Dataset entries
__________________________________________________

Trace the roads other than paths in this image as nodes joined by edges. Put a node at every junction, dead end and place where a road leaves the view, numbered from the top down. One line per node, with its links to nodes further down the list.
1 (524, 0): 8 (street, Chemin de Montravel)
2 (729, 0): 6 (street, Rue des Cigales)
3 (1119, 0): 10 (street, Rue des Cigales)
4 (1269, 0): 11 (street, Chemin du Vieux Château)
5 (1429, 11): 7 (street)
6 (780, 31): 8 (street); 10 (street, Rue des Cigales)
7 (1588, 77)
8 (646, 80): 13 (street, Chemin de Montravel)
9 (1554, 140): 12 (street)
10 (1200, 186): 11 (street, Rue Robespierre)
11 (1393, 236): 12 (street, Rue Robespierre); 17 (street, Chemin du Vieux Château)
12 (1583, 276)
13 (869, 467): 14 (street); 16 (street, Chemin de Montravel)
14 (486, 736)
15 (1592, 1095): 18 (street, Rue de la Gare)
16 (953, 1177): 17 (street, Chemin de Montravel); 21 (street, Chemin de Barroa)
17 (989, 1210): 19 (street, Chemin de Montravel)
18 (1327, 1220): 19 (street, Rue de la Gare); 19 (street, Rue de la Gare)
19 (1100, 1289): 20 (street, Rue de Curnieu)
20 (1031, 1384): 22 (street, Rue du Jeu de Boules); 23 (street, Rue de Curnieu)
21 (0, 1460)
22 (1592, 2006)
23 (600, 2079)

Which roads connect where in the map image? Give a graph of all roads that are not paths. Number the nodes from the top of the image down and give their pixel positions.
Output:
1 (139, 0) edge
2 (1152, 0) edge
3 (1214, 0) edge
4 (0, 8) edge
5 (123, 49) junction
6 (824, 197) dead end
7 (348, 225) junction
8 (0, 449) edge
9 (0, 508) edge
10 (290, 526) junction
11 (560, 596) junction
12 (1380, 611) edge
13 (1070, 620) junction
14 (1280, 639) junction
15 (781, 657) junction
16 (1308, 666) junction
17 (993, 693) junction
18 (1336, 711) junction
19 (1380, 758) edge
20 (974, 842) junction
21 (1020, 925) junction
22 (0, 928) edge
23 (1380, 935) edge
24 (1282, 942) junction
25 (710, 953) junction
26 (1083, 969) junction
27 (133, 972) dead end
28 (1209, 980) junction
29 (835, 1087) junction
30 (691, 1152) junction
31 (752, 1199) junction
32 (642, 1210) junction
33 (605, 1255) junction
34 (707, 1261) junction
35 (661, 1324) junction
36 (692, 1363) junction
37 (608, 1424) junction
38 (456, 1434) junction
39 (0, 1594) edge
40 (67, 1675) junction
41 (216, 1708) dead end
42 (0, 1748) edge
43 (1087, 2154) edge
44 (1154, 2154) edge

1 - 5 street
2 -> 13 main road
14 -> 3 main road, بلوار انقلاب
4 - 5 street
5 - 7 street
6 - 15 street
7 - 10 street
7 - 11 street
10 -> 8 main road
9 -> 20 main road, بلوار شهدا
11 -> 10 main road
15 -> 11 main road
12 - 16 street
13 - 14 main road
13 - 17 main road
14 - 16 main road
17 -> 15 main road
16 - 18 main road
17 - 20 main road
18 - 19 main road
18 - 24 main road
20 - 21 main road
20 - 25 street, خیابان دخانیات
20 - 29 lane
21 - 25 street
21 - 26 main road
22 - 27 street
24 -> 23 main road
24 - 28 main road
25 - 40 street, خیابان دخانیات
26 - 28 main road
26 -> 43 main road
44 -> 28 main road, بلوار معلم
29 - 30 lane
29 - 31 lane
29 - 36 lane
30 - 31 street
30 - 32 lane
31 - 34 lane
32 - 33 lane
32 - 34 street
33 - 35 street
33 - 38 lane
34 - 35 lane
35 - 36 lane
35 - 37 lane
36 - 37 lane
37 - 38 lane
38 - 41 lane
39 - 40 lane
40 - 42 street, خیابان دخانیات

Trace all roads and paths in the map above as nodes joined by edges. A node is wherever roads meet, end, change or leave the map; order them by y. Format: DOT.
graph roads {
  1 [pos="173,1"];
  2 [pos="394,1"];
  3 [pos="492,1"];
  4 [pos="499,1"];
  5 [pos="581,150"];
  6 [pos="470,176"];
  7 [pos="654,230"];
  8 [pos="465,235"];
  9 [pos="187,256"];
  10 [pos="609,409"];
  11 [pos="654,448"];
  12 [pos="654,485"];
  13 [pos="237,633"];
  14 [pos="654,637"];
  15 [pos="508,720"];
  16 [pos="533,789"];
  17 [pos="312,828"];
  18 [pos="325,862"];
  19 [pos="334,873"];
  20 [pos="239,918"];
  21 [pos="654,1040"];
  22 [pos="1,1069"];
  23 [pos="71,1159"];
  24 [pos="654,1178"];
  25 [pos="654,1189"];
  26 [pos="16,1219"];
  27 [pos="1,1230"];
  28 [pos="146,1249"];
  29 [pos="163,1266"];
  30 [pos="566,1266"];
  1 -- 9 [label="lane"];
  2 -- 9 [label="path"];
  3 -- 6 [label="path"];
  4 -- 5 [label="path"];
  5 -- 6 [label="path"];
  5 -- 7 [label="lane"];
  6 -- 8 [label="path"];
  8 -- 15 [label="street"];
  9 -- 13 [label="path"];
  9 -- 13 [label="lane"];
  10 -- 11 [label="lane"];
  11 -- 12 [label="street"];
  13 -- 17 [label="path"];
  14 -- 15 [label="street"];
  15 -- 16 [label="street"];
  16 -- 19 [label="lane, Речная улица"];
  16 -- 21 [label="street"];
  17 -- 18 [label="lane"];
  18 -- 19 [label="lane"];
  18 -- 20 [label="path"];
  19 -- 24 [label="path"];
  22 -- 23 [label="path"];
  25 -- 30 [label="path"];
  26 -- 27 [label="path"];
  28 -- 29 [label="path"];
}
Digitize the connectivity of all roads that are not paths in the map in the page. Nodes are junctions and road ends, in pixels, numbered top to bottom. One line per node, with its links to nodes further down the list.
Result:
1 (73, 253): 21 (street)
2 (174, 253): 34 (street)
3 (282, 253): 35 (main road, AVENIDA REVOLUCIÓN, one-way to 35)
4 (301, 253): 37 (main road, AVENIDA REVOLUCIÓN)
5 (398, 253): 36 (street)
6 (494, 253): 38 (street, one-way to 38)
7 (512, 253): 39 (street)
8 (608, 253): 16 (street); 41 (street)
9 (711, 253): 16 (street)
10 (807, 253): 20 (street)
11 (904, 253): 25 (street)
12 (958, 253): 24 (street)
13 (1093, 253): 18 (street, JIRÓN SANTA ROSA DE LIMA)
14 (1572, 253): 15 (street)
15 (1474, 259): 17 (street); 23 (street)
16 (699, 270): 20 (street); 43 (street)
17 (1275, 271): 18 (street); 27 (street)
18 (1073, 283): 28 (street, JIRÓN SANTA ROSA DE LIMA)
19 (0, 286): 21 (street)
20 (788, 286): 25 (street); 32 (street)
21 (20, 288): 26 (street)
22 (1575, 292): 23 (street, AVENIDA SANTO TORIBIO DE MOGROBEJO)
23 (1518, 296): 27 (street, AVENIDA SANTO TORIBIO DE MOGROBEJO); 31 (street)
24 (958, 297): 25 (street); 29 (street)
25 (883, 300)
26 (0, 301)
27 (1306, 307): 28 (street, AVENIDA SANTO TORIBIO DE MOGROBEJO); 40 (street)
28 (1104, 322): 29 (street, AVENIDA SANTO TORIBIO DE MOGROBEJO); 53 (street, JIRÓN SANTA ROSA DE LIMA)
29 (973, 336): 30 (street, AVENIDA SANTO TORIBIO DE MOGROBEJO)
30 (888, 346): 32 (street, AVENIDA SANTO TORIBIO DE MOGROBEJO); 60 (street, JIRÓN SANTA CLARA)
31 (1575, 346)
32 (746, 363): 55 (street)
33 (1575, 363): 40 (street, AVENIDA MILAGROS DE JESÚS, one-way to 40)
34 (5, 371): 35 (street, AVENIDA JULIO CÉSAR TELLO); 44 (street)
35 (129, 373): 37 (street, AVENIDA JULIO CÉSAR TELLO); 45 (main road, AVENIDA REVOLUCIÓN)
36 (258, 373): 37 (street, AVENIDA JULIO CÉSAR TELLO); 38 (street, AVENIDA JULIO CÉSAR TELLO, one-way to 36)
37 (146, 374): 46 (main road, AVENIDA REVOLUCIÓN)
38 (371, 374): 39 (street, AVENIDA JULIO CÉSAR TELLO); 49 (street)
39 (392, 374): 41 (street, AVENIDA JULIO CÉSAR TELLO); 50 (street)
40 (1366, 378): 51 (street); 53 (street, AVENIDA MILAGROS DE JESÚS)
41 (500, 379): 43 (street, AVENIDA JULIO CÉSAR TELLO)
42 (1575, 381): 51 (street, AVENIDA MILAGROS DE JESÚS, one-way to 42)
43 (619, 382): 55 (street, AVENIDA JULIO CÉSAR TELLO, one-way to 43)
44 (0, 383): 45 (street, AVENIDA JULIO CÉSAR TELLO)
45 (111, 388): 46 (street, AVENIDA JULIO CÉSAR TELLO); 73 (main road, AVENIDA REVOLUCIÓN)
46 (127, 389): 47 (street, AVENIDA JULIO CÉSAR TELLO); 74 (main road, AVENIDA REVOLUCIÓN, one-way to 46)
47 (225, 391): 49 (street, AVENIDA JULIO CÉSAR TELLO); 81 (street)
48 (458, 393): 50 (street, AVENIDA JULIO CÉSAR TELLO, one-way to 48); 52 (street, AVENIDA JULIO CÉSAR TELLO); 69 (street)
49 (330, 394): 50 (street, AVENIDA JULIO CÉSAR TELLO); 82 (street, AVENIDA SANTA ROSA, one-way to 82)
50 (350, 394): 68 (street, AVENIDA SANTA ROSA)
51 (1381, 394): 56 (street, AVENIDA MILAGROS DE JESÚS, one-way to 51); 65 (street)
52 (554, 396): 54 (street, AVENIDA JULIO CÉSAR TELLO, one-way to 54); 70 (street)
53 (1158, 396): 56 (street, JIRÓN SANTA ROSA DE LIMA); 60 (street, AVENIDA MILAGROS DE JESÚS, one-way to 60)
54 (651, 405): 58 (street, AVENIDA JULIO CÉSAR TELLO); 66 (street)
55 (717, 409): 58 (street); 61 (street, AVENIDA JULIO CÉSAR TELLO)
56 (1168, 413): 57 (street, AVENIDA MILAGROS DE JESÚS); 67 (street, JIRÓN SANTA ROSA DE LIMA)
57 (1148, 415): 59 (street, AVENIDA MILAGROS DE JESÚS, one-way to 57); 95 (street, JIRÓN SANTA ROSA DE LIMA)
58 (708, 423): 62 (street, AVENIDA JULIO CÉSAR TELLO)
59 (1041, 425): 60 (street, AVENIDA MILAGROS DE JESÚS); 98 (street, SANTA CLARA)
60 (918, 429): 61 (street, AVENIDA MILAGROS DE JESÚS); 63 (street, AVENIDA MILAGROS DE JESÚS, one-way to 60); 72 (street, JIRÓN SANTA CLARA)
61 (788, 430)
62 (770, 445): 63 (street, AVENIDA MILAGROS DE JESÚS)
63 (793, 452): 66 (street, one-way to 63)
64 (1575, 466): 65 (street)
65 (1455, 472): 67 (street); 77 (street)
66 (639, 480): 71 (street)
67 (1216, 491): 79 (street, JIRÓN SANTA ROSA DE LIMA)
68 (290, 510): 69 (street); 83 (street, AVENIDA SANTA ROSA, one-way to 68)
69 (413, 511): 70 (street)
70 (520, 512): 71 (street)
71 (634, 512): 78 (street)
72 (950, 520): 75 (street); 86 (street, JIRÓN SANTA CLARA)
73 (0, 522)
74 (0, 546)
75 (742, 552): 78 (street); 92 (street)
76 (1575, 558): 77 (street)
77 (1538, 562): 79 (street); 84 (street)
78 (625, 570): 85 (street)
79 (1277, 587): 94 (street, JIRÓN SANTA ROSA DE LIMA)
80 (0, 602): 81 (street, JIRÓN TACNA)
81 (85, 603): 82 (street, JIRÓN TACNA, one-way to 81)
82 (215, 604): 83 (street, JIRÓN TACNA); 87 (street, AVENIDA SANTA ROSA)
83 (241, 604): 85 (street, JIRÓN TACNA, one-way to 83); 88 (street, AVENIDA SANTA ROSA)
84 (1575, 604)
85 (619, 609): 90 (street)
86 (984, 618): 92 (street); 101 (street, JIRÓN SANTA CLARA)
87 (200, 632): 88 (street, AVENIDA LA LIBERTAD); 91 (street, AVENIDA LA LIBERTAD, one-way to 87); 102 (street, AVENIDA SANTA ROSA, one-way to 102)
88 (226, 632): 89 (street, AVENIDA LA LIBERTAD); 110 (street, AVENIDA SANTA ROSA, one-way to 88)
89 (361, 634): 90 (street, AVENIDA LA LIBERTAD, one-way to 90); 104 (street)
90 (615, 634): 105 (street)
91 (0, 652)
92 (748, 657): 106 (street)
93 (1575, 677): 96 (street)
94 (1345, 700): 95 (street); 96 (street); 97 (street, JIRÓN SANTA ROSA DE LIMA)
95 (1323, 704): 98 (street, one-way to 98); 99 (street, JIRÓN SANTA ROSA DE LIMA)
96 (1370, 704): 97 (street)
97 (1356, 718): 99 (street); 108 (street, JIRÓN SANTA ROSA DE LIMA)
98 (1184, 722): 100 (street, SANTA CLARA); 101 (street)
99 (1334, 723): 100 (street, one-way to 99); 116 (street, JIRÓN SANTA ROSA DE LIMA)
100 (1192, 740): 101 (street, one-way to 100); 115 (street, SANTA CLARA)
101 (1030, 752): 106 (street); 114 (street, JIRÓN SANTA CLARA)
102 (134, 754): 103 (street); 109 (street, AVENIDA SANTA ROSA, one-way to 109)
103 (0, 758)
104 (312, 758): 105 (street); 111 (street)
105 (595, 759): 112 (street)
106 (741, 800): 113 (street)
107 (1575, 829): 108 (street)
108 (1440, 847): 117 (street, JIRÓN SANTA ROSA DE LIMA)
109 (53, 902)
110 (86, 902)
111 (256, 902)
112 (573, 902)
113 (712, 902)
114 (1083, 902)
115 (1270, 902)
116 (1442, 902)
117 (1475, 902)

__________________________________________________

= Exercise prompt =
Every line in the data that holds the string "dead" should be returned.

= Output below =
Trace the roads other than paths in this image as nodes joined by edges. Put a node at every junction, dead end and place where a road leaves the view, numbered from the top down. One line per node, with its links to nodes further down the list.
6 (824, 197) dead end
27 (133, 972) dead end
41 (216, 1708) dead end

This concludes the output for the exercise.